La comisión de la amnistía no escucha a las víctimas

La comisión de la amnistía no escucha a las víctimas

El proyecto excluye a la mayoría de los presos políticos y las liberaciones siguen dependiendo de decisiones del poder, no de tribunales autónomos.

Mientras la Asamblea Nacional discute una ley de amnistía presentada como instrumento de reconciliación, el debate real se libra fuera del articulado: en quién puede hablar y cuánto margen tiene la sociedad civil para incidir en un proceso que decidirá la libertad de varios centenares de personas.

Primero fue Nicmar Evans, excarcelado y aún bajo medidas cautelares, pidiendo insistentemente la palabra ante la comisión parlamentaria. Lo hacía para advertir que artículos clave del proyecto podrían dejar fuera a la mayoría de los presos políticos y para exigir que no se borren expedientes judiciales necesarios para procesos de verdad y reparación. La escena —un afectado intentando intervenir en un debate que se desarrollaba sin escucharlo— condensó las tensiones del momento.

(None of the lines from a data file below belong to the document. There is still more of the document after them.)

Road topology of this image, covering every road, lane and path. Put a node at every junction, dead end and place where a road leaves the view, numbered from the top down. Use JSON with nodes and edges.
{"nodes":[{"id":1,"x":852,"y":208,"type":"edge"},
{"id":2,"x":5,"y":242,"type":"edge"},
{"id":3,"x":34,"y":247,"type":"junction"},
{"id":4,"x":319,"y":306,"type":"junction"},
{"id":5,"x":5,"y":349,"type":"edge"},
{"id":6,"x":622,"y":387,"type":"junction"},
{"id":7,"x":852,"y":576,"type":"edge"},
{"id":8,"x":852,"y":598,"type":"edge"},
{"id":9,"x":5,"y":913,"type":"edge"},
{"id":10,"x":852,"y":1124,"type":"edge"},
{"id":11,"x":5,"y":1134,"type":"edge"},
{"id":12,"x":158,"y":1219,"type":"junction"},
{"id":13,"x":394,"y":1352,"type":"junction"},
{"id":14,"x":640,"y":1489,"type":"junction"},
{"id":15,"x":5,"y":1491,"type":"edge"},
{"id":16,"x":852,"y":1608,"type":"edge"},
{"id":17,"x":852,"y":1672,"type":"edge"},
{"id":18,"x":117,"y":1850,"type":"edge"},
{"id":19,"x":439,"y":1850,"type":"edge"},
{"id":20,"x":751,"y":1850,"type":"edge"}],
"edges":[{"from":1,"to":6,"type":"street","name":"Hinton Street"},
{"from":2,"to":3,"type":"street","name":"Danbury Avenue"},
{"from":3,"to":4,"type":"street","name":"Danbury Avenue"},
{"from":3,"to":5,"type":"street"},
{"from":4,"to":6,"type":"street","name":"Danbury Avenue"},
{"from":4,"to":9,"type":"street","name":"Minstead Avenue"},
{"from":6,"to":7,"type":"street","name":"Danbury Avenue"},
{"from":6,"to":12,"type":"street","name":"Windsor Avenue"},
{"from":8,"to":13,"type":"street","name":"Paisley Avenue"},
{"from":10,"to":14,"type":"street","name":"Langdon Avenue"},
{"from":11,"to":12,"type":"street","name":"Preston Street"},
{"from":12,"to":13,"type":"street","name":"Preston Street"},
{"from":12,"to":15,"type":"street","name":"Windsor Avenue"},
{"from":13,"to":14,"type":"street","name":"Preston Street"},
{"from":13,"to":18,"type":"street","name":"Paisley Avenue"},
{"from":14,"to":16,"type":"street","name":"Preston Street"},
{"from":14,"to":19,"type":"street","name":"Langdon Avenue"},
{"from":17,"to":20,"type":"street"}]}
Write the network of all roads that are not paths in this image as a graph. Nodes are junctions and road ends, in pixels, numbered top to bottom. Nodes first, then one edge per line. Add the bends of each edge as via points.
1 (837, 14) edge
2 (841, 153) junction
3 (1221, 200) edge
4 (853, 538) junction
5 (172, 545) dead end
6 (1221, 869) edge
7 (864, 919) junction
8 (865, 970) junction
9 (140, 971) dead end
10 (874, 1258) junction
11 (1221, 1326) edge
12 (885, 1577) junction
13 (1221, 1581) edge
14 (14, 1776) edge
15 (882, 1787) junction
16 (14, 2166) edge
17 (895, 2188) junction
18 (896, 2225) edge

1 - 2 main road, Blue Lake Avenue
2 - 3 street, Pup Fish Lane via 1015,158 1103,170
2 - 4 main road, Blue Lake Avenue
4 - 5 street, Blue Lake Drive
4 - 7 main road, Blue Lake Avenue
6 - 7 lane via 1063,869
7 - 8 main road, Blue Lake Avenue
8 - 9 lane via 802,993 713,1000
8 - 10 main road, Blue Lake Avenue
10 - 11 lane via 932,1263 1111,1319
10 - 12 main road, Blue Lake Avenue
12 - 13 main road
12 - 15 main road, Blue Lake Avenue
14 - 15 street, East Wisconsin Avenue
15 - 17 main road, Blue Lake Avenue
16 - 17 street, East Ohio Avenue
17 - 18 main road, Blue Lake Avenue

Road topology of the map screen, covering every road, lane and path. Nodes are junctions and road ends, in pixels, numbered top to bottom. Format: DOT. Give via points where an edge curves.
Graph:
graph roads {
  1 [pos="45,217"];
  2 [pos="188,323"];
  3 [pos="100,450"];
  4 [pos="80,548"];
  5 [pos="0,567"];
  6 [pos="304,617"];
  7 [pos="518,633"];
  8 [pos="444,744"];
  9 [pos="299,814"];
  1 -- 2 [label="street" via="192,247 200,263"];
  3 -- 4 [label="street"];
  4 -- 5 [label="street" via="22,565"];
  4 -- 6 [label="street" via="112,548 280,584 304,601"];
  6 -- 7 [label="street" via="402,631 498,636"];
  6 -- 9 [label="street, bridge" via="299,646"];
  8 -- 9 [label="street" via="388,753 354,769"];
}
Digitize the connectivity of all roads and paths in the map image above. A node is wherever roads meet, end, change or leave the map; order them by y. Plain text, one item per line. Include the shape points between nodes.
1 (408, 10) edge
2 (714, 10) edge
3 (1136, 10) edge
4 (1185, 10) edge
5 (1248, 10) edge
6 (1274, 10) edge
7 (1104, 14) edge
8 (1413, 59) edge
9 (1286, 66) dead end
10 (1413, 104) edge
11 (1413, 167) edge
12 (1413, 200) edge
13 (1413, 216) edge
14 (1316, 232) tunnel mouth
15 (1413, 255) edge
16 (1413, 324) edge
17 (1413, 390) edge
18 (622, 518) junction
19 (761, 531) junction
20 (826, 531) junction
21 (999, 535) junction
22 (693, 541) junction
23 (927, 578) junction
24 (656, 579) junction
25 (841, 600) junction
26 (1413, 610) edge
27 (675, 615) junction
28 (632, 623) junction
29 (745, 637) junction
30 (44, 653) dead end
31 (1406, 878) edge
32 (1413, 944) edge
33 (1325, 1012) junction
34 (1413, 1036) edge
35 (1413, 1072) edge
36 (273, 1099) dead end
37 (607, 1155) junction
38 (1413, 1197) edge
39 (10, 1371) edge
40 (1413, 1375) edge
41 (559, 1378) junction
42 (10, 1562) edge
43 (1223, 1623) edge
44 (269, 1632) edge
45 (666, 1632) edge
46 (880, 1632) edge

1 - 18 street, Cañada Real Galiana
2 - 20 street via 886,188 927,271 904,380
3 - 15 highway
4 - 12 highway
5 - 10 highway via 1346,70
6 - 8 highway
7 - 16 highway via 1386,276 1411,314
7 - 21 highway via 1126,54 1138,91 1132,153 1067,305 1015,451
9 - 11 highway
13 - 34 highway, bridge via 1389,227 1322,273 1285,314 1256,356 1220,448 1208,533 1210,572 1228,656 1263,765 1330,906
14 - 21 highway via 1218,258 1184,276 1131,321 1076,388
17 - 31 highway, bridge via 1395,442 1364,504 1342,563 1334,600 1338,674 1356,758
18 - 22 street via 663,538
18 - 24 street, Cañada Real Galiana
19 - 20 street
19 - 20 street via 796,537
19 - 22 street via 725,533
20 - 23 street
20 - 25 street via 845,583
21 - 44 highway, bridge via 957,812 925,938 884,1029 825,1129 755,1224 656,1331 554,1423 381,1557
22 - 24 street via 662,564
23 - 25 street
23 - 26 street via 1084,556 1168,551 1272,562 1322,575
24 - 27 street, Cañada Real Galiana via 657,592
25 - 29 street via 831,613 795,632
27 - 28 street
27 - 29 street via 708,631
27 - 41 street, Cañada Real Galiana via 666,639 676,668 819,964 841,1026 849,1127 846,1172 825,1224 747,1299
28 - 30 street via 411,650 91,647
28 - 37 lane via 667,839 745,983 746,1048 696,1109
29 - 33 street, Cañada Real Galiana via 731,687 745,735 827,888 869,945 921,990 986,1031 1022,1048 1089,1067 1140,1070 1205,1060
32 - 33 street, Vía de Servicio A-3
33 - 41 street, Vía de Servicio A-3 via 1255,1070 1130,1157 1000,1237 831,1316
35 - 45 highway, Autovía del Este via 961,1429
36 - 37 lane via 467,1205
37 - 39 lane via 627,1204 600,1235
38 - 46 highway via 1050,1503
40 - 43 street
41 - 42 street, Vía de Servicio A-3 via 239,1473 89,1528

Luego vino la frase directa de la defensora de derechos humanos Martha Gresia, pronunciada ante los diputados: “Ustedes saben que esto es una decisión política. Si dan la orden, todos salen inmediatamente”. No era una consigna retórica: apuntaba a la premisa central del conflicto venezolano desde hace años, que la suerte penal de los detenidos depende menos de tribunales autónomos que de decisiones del poder político.

Ambas intervenciones golpean la narrativa oficial de que la amnistía es apenas un trámite jurídico. La discusión no gira solo en torno a fechas y artículos, sino a la estructura que permitió la persecución y que sigue intacta mientras se promete reconciliación.

El problema para el oficialismo es evidente: una ley que nace bajo sospecha. Se negocia sin escuchar plenamente a las víctimas, y que además excluye periodos donde se concentran la mayoría de las detenciones. Y una consulta pública donde los excarcelados deben luchar por la palabra difícilmente puede presentarse como ejercicio abierto.

La advertencia de familiares y ONG sobre los vacíos temporales del proyecto, la diferencia entre cifras oficiales y verificaciones independientes de excarcelaciones, y la falta de listas públicas refuerzan el escepticismo. La amnistía, tal como está planteada hoy es más una válvula de control que un punto de inflexión democrático.

Si el Parlamento quiere que la iniciativa tenga credibilidad, tendrá que hacer algo más que escuchar a regañadientes: deberá corregir el texto, ampliar su alcance, transparentar criterios y aceptar que la reconciliación no se decreta. Se construye con verdad, reparación y garantías de no repetición.

En Venezuela, la ciudadanía tiene razones para temer que el proceso que propone la amnistía no rompa con el pasado sino que lo reproduzca con otro nombre.